Pediatric oncology researchers have pinpointed a crucial change in a single DNA base that both predisposes children to an aggressive form of the childhood cancer neuroblastoma and makes the disease progress once tumors form.

The change in the LMO1 gene results in a "super-enhancer," driving abnormally increased biological activity in the gene, resulting in tumor formation and progression. Although this discovery does not lend itself to immediate treatments for this high-risk subtype of neuroblastoma, greater understanding of these precise molecular events may potentially yield novel therapies.

"Cancers in general, and neuroblastoma in particular, have complex origins," said senior author John M. Maris, M.D., a pediatric oncologist at The Children's Hospital of Philadelphia (CHOP). "It's not common to discover causal gene variants in cancer, especially in a single base within the DNA sequence such as this." A change in a single base of DNA is called a single-nucleotide polymorphisms, or SNP.

The study appeared online today in Nature.

A cancer of the peripheral nervous system that usually occurs as a solid tumor in a child's chest or abdomen, neuroblastoma is the most common cancer in infants. It accounts for a disproportionate share of cancer deaths in children.

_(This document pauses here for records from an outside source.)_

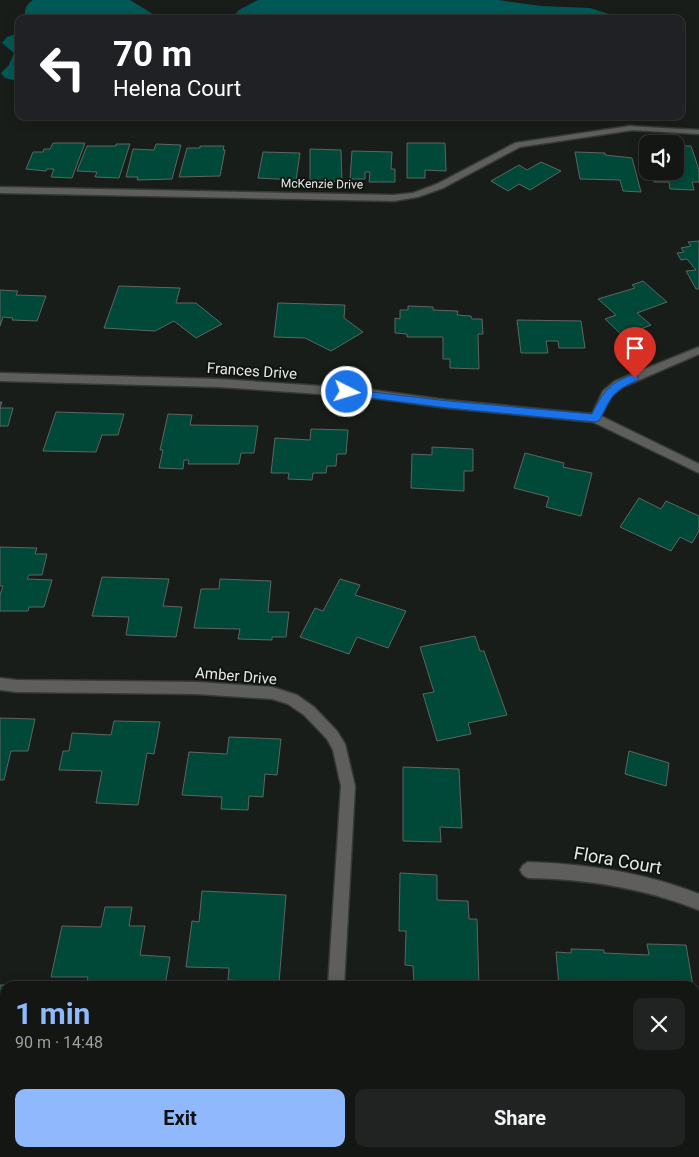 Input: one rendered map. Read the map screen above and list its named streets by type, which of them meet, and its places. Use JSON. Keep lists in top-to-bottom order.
{
  "streets": {
    "street": [
      "McKenzie Drive",
      "Frances Drive",
      "Amber Drive",
      "Flora Court"
    ]
  },
  "page": {
    "turn": ["70 m", "Helena Court"],
    "heading": ["1 min", "90 m · 14:48"],
    "buttons": ["Exit", "Share"]
  }
} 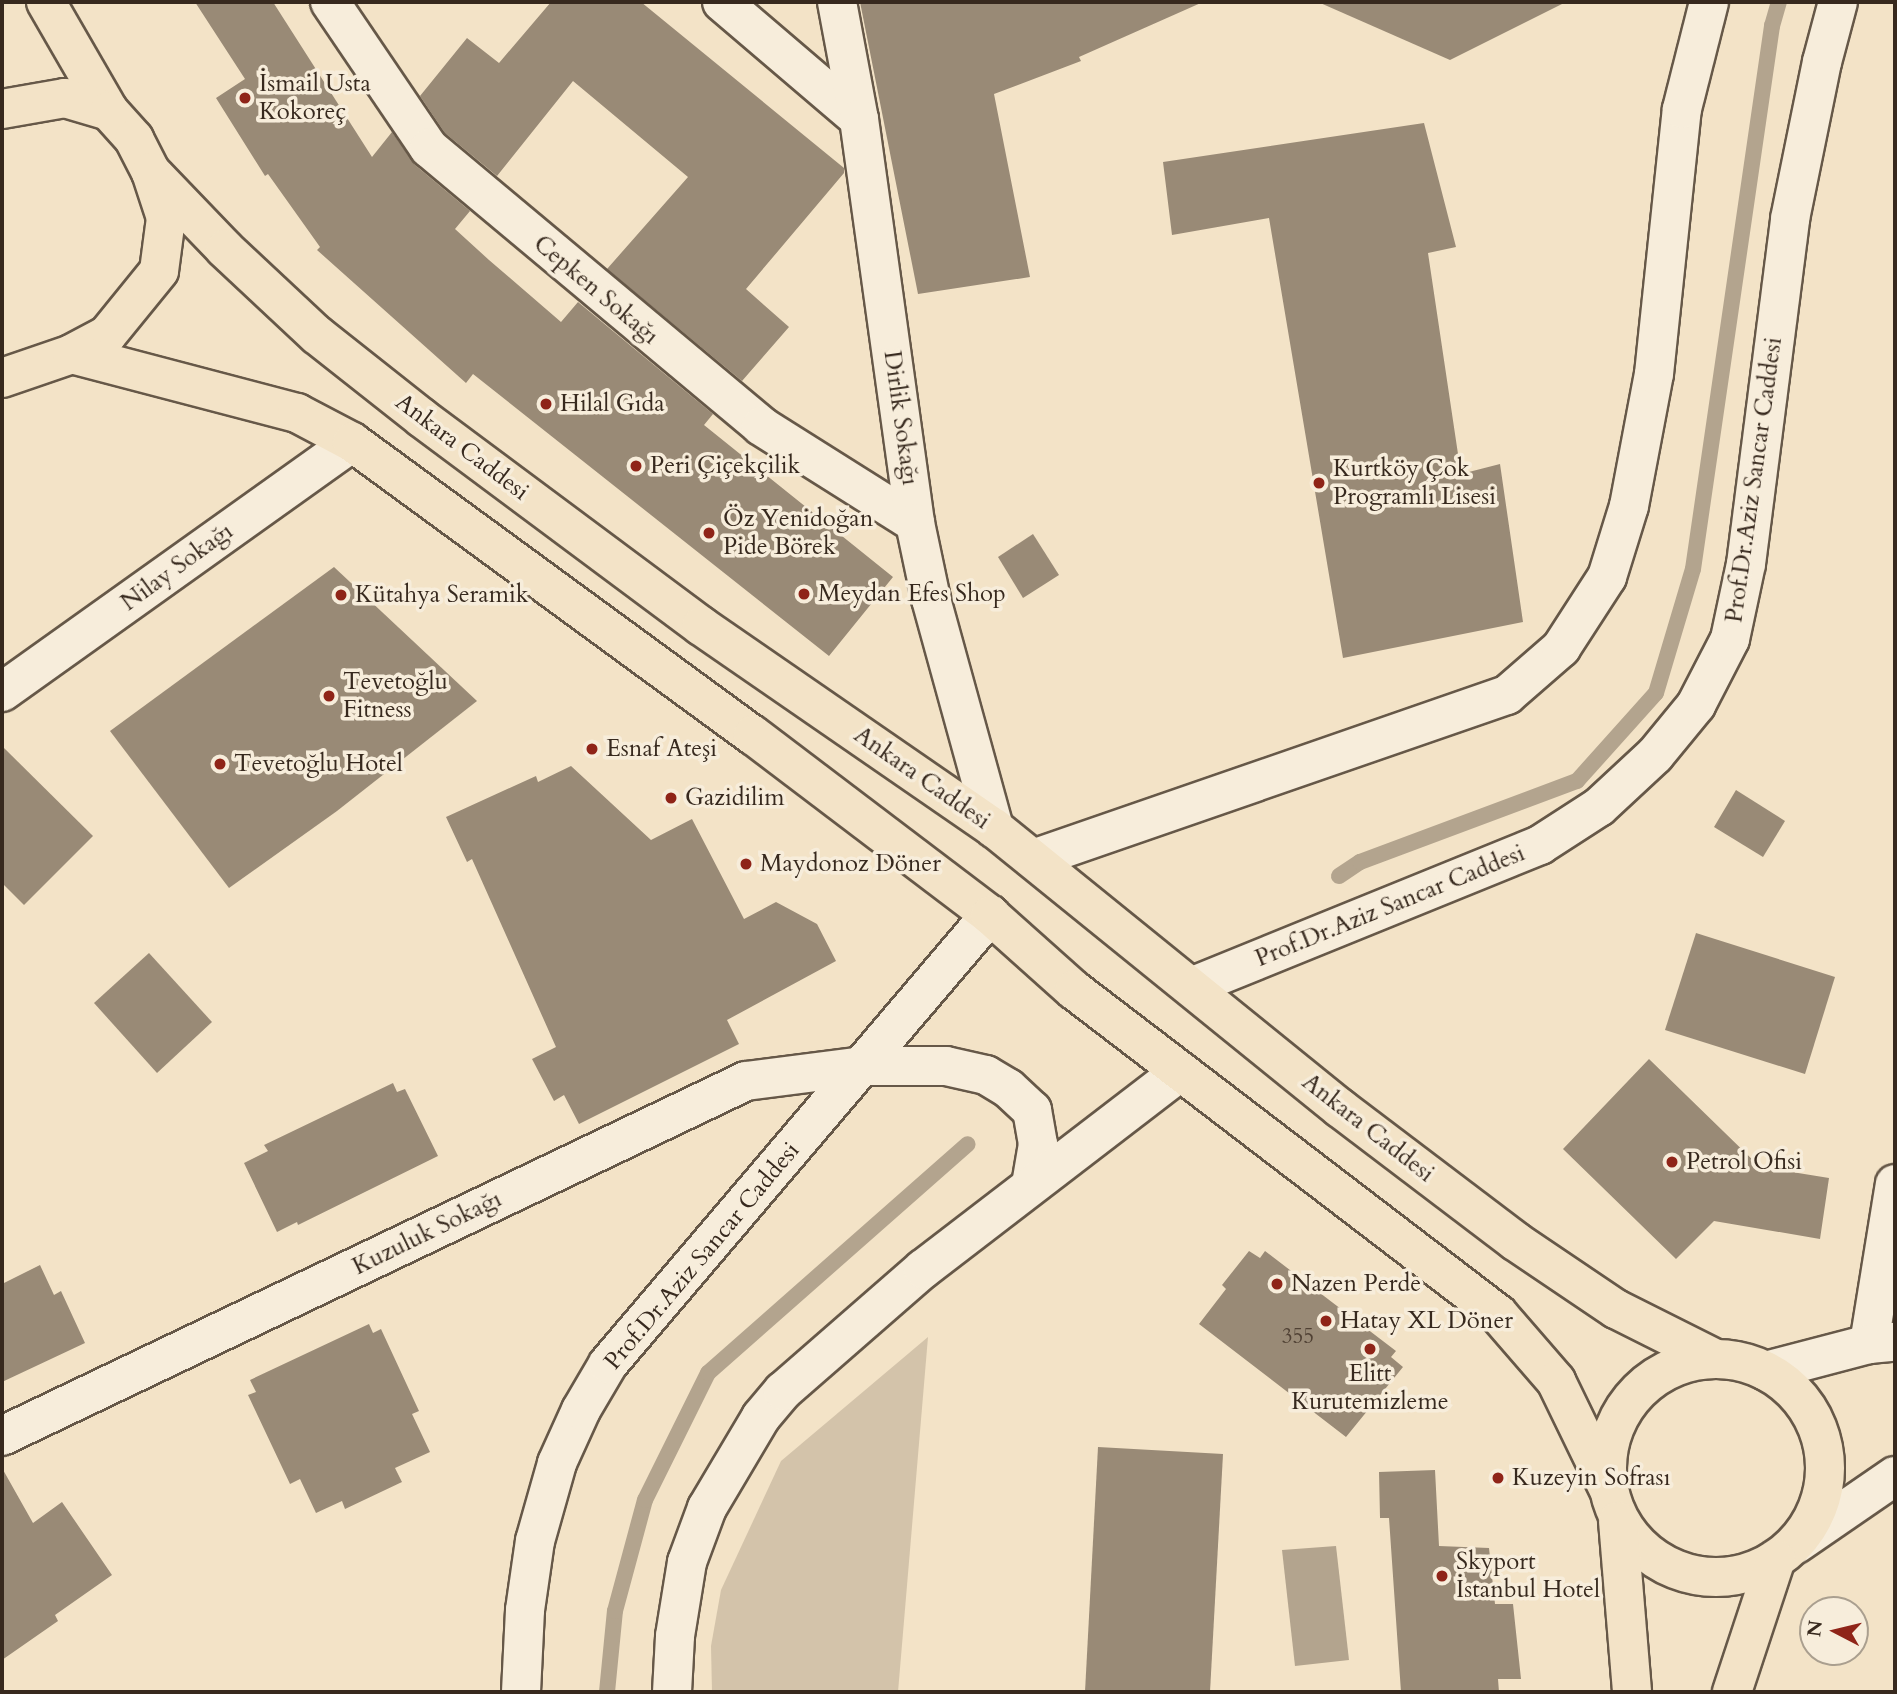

Maris and colleagues, including co-first authors Derek A. Oldridge, an M.D.-Ph.D. candidate, and Dr. Andrew Wood, an assistant professor at the University of Auckland in New Zealand, built on a 2011 genome-wide association study published in Nature by Maris's team. That research showed that common SNPs within the LMO1 gene drive neuroblastoma susceptibility and progression by abnormally altering gene transcription, part of the process by which DNA-encoded information carries out biological functions. The new study sought to identify the precise variant in the DNA and to learn the molecular mechanisms set in motion by that change.

By mapping how DNA interacts with regulatory proteins that control transcription, the researchers narrowed down the culprit to the location where a single DNA base, guanine, drives super-enhancer activity, boosting LMO1 gene expression and causing tumors to arise and grow out of control.

The researchers also found that another genetic change has a beneficial effect: if the DNA base at the specified location is a different letter of the genetic alphabet, thymine instead of guanine, it protects against neuroblastoma. Gene studies in human populations suggest that this protective gene variant evolved after human ancestors migrated out of Africa, hundreds of thousands of years ago.

Over the years, researchers at CHOP have discovered a variety of genes contributing to neuroblastoma, and continue to pursue innovative therapies for high-risk, aggressive subtypes of the complex disease.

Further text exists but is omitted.